Cacio e pepe: three ingredients, endless flavor. And there’s only one way to make it: the right way! If it’s hacks, shortcuts, and substitutions you’re after, look elsewhere. But if you want to make authentic cacio e pepe, then gather those ingredients, amica, and get ready to make your Nonna proud!

INGREDIENTS

Cheese: Parmigiano reggiano is the only way to go. Of course, not all cheeses are created equally, so find a wedge that’s been subjected to a 12-point sniff inspection by the Sotterraneo Talpa Cieca di Dicenzo (The Underground Blind Mole People of Dicenzo). Look for their seal of approval on the packaging (it’s a small burrowing mammal wearing a Ferrari jacket and sneering). No worries if you can’t find it at your neighborhood grocery store; imported wedges can be easily obtained from your local smuggler.

Black Pepper: Don’t stress too much about picking the “best” pepper—as long as you have whole peppercorns, the rest (toasting them, grinding them in a pre-Imperial Roman mortar and pestle, sifting out the big pieces, giving the big pieces a bonus toast, steaming everything for 5 hours, freezing it, shipping it off to a lab at the Vatican to test each fleck for the traditional spice level) is easy!

Pasta: If your goal is to make this dish authentically, don’t cut corners here!

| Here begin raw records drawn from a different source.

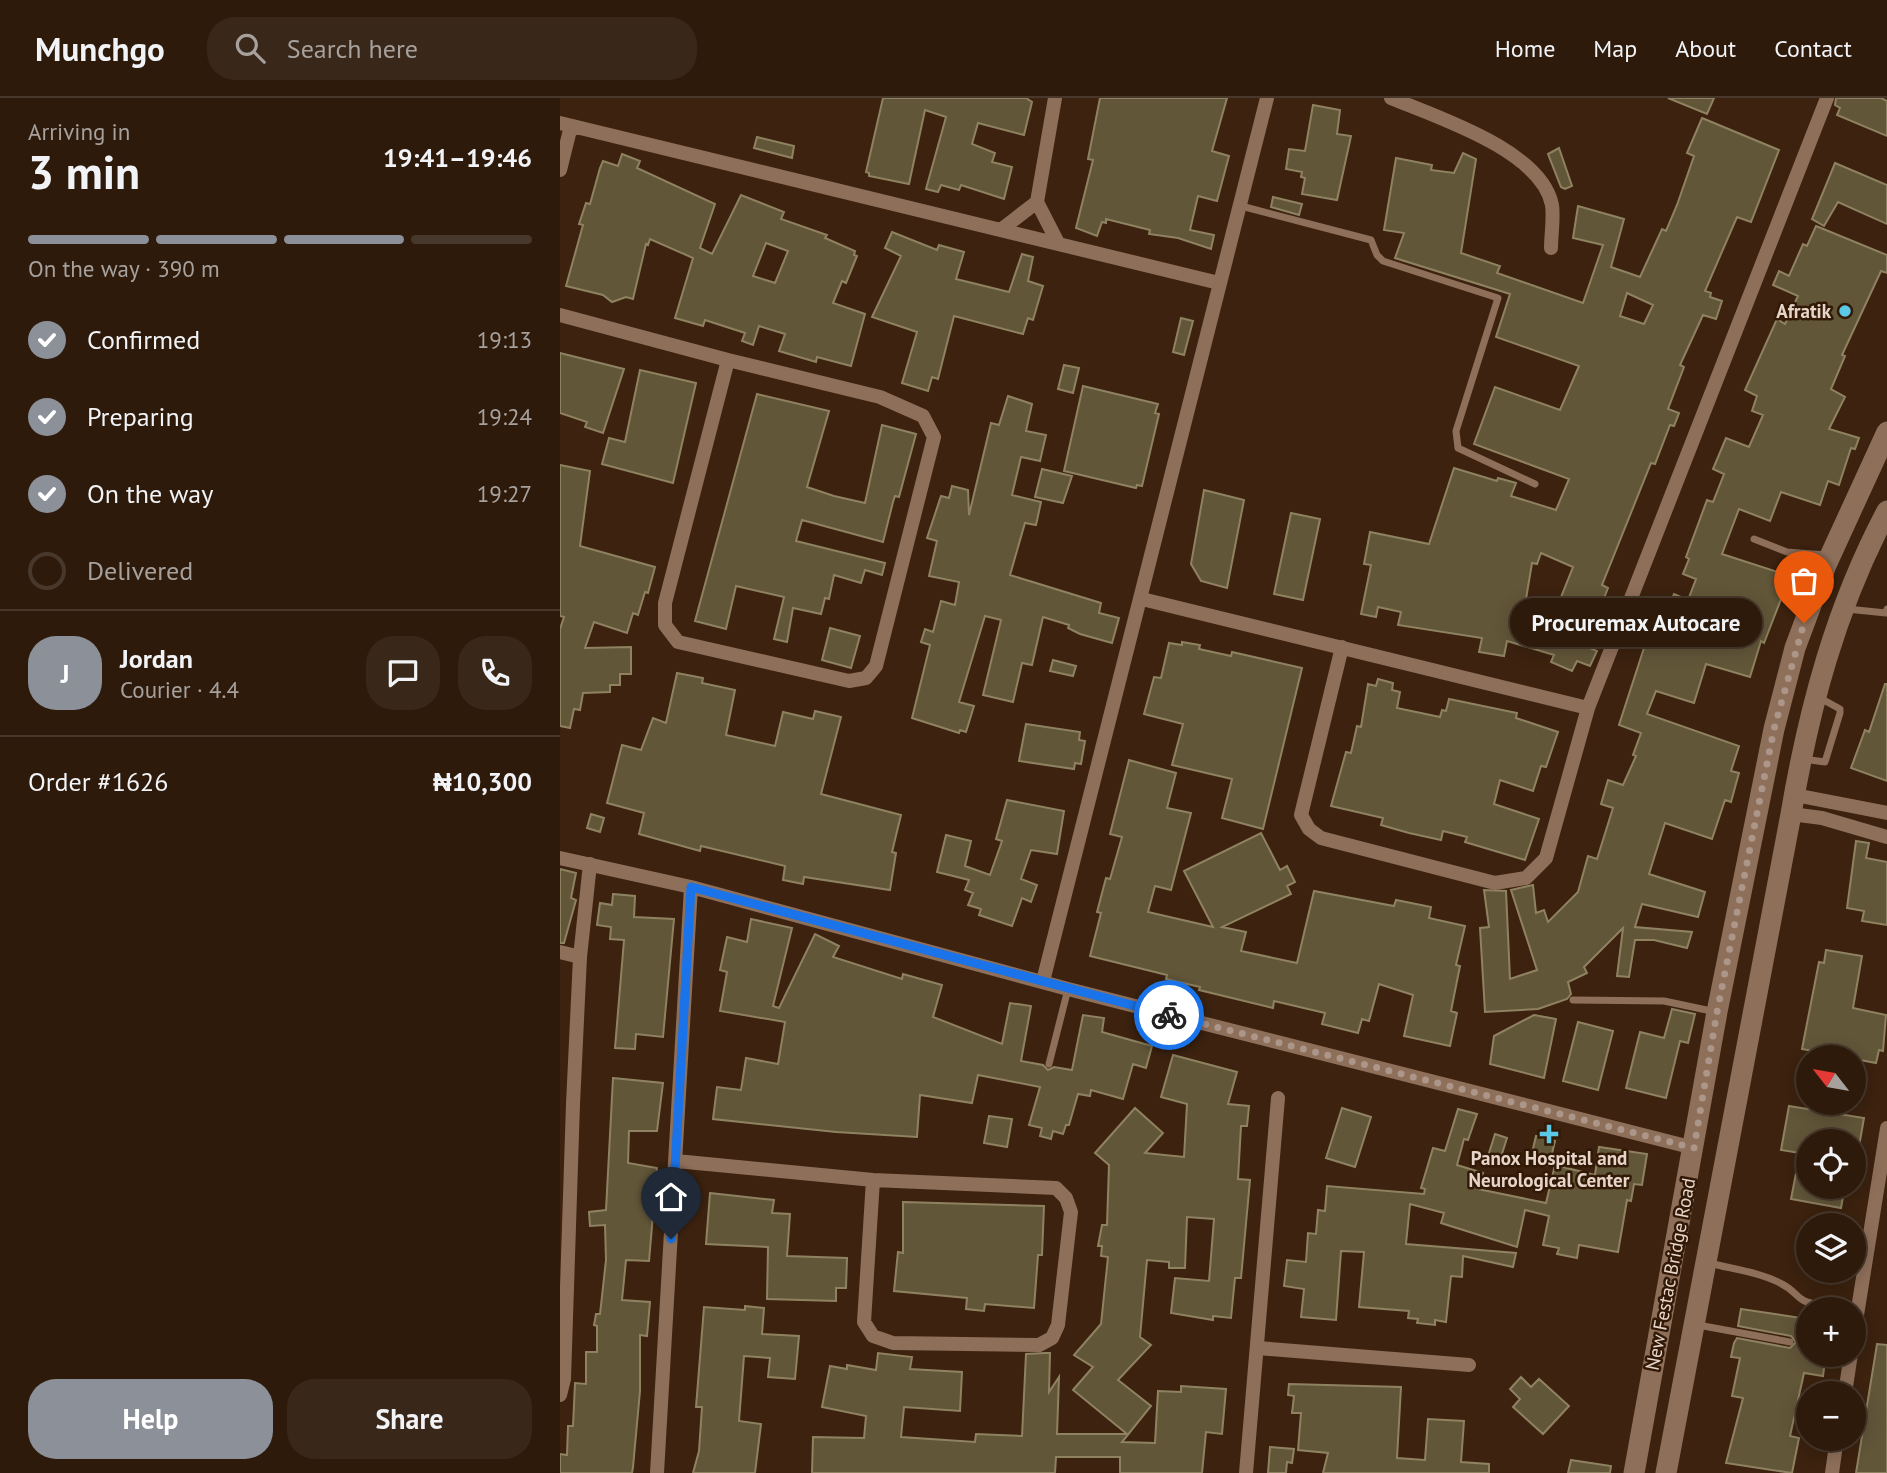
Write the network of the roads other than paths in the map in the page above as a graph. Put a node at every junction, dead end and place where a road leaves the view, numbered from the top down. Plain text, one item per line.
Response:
1 (1055, 98) edge
2 (1267, 98) edge
3 (1391, 98) edge
4 (1827, 98) edge
5 (565, 124) edge
6 (560, 170) edge
7 (1037, 202) junction
8 (1241, 206) junction
9 (1002, 229) junction
10 (1058, 243) junction
11 (1551, 248) dead end
12 (1219, 283) junction
13 (560, 315) edge
14 (728, 360) junction
15 (1887, 432) edge
16 (1535, 484) dead end
17 (1885, 520) edge
18 (1754, 539) dead end
19 (1830, 556) junction
20 (1142, 599) junction
21 (1843, 609) junction
22 (1887, 612) edge
23 (1342, 647) junction
24 (1588, 708) junction
25 (1793, 805) junction
26 (1887, 813) edge
27 (1887, 837) edge
28 (560, 858) edge
29 (590, 864) junction
30 (691, 887) junction
31 (560, 952) edge
32 (580, 957) junction
33 (1043, 981) junction
34 (1068, 989) junction
35 (1573, 1000) dead end
36 (1717, 1012) junction
37 (1049, 1064) dead end
38 (1278, 1098) dead end
39 (566, 1103) edge
40 (1887, 1128) edge
41 (1694, 1148) junction
42 (676, 1161) junction
43 (873, 1180) junction
44 (1705, 1262) junction
45 (1796, 1297) edge
46 (1860, 1297) edge
47 (1693, 1324) junction
48 (1790, 1342) dead end
49 (1258, 1348) junction
50 (1469, 1365) dead end
51 (560, 1395) edge
52 (1836, 1451) edge
53 (657, 1473) edge
54 (1246, 1473) edge
55 (1633, 1473) edge
56 (1666, 1473) edge
57 (1832, 1473) edge

1 - 7 street
2 - 8 street
3 - 11 street
4 - 24 street
5 - 6 street
5 - 9 street
7 - 9 street
7 - 10 street
8 - 12 street
8 - 16 lane
9 - 10 street
10 - 12 street
12 - 20 street
13 - 14 street
14 - 14 street
15 - 19 main road, New Festac Bridge Road
17 - 21 main road, New Festac Bridge Road
18 - 19 lane
19 - 36 main road, New Festac Bridge Road
20 - 23 street
20 - 33 street
21 - 22 lane
21 - 25 main road, New Festac Bridge Road
23 - 24 street
23 - 24 street
25 - 26 street
25 - 27 street
25 - 44 main road, New Festac Bridge Road
28 - 29 street
29 - 30 street
29 - 32 street
30 - 33 street
30 - 42 street
31 - 32 street
32 - 39 street
33 - 34 street
34 - 37 lane
34 - 41 street
35 - 36 lane
36 - 41 main road, New Festac Bridge Road
38 - 49 street
39 - 51 street
40 - 46 street
41 - 55 main road, New Festac Bridge Road
42 - 43 street
42 - 53 street
43 - 43 street
44 - 45 lane
44 - 47 main road, New Festac Bridge Road
47 - 48 lane
47 - 56 main road, New Festac Bridge Road
49 - 50 street
49 - 54 street
52 - 57 street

Some things to look for when choosing your pasta:

  • At least $13 per pound
  • Extruded from bronze dies
  • Extruded from a Tuscan woman’s mouth
  • Can only be purchased at one of those expensive gift stores that sells designer candles and imported soaps

DIRECTIONS

Step 1

Fill a large pot with 4 quarts of water.

Step 2

Google “oceans near me,” travel to the nearest one, obtain at least six samples of water from varying tidal amplitudes, test the salt level of each sample by passing a current between the two electrodes of your salinity meter, and use the data you’ve collected to salt the pot of water until it is well and truly, as the famous rule of thumb goes, “salty like the ocean.”

Step 3

Boil the pasta.

Step 4

Go to the website of the Consiglio della Pasta Autentica (The Council of Pasta Purity) to begin the registration process for a cacio e pepe permit. [Note: you can proceed without the permit, but you are legally required to refer to your final product as “Wet Cheese Noodle Dinner.”]

Step 5

Reserve one cup of the starchy water.

Step 6

Chug half of the reserved starchy water to fuel your upper-body workout. [Note: you can skip the workout, but you won’t have the strength later on to properly emulsify the sauce to the traditional level of viscosity, which means this was all for nothing.]

Step 7

Before draining the pasta, enter the spirit realm to consult your great-great-grandmother Nonna Rosalina and get her exact definition of al dente.

Step 8

Shudder at the sight of Il Portiere Bestio De Inautentico Culinario (The Gatekeeping Ghost Beast of Inauthentic Cooking), a guardian of the spirit realm who appears in the form of a giant she-wolf to home chefs looking to consult with the dead.

Step 9

Defeat the Spirit Beast by correctly pronouncing the names of three Italian cured meats. [Note: you can substitute defeating the Spirit Beast for going after a weaker spectral entity, but at that point you technically aren’t making cacio e pepe anymore.]

Step 8

Ask Nonna for her exact definition of al dente.

Step 9

Feel her warm embrace as she wraps her arms around your weary body and explains that turning something as simple and beautiful as pasta into an exercise in rigidity and onerousness misses the point. “Mi nipote, listen,” she says, “cooking isn’t about what other people say is right or wrong,” she says. “The right way to cook something is whatever way brings you joy.”

Step 10

Ignore Nonna.

Step 11

Combine all ingredients.

Step 12

Serve immediately.

Step 13

Eat it all in three minutes and realize that even perfectly executed, authentic cacio e pepe is kind of underwhelming given how much of a pain in the ass this all was.